Well it was bound to happen

I finally managed to get sick, though there's little mystery as to the hows and whys. I had lunch with a classmate one day, where she shared 2 pieces of sushi with me (using the end of the chopsticks she had previously eaten with - a minor faux pas I wasn't even about to quibble about in my endless quest to try to get people to like me, haha), and the next day she was dreadfully sick, blowing her nose all day in class. She sounded pretty bad, and I was worried about her, but the little devil on my shoulder was nonetheless whispering to me that I was next. And the little bastard was right. Fortunately, the morning I woke up sick was a field trip day - going on those is voluntary and not compulsory, and it was mainly just a trip to the Toyota Factory and a Hatcho Miso (a {delicious} special miso around here) factory so I didn't mind it too much. I drank tons and tons of fluids, took vitamins, drank a hot Airbourne "cocktail," and pretty much exclusively ate soup, vegetables, and dango. I slept plenty, and when I woke up the next day...

I was feeling pretty much the same, if not worse. So I ended up missing today too, a class day, which is something I really wanted to avoid.
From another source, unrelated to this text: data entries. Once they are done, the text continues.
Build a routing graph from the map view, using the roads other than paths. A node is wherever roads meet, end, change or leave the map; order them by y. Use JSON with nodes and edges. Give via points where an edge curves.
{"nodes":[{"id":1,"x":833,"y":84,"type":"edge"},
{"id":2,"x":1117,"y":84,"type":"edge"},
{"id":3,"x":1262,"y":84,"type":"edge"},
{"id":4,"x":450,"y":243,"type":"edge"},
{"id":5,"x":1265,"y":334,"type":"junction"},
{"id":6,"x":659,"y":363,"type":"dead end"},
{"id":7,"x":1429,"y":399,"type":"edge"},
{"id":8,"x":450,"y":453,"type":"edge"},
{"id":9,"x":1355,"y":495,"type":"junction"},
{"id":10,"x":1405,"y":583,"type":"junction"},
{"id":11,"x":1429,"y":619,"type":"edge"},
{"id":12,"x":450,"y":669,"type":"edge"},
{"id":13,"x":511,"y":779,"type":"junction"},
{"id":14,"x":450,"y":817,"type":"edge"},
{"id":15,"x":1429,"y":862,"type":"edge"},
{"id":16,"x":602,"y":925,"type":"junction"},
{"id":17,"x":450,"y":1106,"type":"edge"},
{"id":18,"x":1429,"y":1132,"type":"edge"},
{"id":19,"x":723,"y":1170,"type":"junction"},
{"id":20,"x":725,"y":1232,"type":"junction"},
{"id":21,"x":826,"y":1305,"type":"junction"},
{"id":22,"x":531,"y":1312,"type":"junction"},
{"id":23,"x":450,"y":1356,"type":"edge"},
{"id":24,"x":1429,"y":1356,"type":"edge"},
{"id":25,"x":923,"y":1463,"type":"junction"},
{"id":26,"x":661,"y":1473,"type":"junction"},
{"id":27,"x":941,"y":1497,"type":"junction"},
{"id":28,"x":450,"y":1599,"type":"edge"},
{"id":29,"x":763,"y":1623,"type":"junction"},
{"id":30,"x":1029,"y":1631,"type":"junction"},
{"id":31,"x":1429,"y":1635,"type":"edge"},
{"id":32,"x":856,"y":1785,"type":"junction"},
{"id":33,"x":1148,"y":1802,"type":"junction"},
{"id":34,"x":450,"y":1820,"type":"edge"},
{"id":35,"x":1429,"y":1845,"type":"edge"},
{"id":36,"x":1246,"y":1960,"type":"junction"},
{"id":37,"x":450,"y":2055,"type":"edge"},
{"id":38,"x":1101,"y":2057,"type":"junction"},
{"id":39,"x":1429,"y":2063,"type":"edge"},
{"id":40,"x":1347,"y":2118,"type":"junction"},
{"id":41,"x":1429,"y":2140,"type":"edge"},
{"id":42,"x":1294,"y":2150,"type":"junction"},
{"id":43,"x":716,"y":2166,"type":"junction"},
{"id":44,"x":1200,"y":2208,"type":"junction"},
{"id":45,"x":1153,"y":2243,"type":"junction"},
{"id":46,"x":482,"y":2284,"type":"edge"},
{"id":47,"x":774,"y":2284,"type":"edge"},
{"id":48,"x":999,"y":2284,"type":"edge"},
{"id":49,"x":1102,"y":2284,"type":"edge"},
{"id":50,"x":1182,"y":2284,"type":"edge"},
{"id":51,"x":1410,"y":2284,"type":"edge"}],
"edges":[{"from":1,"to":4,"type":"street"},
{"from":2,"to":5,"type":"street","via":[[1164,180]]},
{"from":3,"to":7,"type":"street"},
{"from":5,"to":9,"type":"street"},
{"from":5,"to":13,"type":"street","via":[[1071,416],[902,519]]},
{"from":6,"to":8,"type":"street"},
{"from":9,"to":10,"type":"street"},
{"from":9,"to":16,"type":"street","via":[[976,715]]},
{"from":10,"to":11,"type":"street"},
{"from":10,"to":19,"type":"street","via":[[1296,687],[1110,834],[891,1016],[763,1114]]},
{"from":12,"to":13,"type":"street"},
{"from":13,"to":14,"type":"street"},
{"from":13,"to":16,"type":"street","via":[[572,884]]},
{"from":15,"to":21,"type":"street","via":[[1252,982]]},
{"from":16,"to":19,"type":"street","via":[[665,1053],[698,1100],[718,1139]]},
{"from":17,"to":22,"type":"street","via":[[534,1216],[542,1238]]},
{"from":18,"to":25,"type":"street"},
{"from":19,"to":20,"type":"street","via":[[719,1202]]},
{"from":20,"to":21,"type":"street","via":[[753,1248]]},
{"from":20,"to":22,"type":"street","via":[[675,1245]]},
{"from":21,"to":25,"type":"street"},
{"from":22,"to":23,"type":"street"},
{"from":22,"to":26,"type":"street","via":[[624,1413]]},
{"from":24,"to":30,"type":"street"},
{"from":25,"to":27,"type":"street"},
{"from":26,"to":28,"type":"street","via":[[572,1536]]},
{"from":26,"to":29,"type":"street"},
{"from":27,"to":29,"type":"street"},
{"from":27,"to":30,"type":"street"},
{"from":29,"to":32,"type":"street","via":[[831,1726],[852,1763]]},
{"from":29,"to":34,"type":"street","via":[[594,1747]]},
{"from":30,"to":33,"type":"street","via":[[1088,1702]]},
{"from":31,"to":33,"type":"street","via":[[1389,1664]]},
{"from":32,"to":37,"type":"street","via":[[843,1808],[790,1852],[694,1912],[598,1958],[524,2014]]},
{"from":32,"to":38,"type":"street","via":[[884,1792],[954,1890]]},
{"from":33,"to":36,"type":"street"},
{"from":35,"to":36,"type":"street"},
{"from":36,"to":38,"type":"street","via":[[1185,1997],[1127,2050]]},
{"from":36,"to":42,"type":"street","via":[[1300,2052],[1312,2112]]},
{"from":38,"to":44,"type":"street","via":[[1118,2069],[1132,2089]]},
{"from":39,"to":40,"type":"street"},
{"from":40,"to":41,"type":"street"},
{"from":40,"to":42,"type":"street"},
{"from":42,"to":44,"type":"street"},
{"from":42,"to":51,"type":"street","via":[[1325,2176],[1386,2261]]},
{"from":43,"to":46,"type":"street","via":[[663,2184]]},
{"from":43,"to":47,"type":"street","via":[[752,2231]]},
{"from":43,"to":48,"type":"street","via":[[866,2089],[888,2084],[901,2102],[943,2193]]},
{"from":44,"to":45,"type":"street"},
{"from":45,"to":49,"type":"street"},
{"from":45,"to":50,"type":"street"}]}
I am going to school tomorrow whether I like it or not, however, I will be courteous and don a surgical mask, which is the in thing to do in Japan when you're sick (or perhaps just having a bad breakout).

I could sum up the grosser parts of this particular illness with one word: loaded. That word itself can apply to so many LOVELY aspects of my current bodily functions, from the metric tons of variably watery to neon green streaked snot I'm producing, to the sheer amount of diarrhea I've had, to the number of times I was so sure I was gonna totally upchuck and have to run to the public dorm toilet (the thought of navigating changing my "bedroom and hall slippers" to the required "toilet slippers" of the bathroom while holding back a maelstrom of barf is somewhat amusing to me anyway) - only to be  (fortunately) disappointed in this last one. Not that I relish frequent random bursts of nausea (with no "pay off" as it were) but I relish barfing in a public place even less. And having to change my shoes to do it, no less, hahaha.

Well, if it weren't already abundantly clear, I am obviously a total perfect lady, so it seems appropriate to also mention that I really like the kanji for diarrhea. It's comprised of two kanji, the first one being "down" or "lower" 下 (read in this case as "ge") and the second one being comprised of mainly two distinct parts, the first one being the radical that signifies sickness (image stolen mercilessly from Jim Breen's Multi-Radical Kanji Look-up)
and the second one being 利, meaning profit, inside the sickness radical, making: 痢 (read as "ri").
So. 下痢. Geri. Lower Sick-profit. If there was ever any wonder previously about why I like studying Japanese so much, let you not wonder anymore. I'm tickled pink by shit (harhar) like this. It seems so apt, really. The porcelain altar as indeed received many an illness-bourne token from down below from me today at least.